Available data: Begin

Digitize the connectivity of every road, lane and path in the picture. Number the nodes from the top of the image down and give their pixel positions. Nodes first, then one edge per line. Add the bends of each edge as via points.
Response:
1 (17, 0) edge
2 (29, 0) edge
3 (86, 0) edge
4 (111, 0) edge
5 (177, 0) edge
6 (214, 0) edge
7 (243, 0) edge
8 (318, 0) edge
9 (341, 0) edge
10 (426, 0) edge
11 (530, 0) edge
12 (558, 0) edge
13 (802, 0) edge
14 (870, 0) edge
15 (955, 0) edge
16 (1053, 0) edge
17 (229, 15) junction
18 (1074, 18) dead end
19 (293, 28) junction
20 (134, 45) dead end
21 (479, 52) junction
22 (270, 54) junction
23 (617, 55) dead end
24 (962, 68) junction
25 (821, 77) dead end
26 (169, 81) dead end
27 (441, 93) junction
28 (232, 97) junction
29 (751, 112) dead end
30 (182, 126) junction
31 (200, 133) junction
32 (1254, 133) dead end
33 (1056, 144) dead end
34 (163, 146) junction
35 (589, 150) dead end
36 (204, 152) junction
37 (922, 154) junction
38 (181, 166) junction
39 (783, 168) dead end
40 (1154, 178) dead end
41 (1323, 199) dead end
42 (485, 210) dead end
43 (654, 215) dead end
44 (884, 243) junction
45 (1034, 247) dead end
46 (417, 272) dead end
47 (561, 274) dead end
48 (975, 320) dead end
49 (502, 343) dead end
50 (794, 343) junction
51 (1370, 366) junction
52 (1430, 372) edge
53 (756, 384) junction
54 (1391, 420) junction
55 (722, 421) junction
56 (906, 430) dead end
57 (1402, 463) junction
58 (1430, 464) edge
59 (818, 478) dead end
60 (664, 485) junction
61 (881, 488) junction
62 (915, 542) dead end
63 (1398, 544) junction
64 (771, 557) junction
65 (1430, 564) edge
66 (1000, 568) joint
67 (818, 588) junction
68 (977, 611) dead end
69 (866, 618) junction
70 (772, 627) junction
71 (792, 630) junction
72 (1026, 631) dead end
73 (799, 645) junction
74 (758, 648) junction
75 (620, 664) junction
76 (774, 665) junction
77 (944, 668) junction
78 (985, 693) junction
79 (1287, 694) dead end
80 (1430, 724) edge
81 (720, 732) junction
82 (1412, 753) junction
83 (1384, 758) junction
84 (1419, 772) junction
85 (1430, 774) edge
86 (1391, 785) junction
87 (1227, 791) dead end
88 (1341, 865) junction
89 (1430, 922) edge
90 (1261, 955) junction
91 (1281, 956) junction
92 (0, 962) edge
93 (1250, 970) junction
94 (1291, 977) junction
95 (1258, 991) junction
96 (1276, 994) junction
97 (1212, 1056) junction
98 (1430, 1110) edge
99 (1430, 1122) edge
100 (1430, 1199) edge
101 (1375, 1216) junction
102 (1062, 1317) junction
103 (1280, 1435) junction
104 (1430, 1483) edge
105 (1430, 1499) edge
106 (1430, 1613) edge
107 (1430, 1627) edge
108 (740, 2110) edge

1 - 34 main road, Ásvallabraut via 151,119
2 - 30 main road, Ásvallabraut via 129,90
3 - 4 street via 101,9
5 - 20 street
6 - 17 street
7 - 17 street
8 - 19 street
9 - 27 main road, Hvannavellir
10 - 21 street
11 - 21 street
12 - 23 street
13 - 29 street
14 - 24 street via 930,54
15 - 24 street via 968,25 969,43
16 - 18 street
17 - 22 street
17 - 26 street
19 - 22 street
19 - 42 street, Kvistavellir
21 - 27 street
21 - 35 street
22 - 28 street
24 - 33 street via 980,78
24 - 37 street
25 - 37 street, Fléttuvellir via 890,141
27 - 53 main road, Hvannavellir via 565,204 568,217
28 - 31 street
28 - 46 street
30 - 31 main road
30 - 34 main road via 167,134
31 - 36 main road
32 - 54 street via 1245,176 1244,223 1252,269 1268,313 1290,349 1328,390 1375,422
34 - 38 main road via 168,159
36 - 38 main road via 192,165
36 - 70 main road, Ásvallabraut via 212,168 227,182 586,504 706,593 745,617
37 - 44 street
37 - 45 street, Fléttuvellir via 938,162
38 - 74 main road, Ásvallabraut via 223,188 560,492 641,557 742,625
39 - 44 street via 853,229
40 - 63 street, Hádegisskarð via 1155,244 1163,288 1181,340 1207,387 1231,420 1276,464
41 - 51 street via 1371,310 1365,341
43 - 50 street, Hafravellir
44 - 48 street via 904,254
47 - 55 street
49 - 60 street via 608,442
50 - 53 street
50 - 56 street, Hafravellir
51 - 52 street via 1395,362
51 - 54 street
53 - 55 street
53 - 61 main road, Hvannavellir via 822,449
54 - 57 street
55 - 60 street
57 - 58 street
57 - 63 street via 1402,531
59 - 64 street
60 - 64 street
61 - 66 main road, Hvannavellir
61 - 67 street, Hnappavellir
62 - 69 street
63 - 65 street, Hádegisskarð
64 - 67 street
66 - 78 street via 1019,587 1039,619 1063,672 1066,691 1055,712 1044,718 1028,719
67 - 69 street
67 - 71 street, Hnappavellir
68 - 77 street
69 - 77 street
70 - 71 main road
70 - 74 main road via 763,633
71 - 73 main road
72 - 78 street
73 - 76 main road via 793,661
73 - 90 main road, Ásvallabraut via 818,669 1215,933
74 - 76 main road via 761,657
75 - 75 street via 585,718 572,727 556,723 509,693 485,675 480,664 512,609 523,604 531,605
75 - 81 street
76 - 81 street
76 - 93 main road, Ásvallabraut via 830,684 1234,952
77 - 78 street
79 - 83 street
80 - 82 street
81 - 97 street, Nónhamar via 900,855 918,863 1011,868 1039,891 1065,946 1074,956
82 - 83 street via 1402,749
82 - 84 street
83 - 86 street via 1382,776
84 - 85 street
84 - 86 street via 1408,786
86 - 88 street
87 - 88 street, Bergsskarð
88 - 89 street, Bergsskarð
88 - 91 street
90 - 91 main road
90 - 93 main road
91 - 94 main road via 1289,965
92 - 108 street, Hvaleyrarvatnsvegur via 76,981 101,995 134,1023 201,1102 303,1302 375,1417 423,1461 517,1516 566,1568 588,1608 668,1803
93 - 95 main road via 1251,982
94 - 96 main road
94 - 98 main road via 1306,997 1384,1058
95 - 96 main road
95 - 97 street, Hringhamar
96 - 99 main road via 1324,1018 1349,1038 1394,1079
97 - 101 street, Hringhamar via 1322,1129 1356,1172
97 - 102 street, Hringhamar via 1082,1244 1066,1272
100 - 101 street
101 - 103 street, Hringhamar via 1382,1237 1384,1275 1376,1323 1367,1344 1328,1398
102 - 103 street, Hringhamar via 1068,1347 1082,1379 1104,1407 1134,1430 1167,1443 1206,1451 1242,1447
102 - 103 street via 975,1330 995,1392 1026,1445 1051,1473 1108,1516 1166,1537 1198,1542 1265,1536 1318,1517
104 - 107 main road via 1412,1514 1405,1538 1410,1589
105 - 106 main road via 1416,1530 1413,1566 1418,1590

Available data: End

- [Task]
Copy each line of the preceding data that contains the string "Fléttuvellir".

- [Solution for this exercise]
25 - 37 street, Fléttuvellir via 890,141
37 - 45 street, Fléttuvellir via 938,162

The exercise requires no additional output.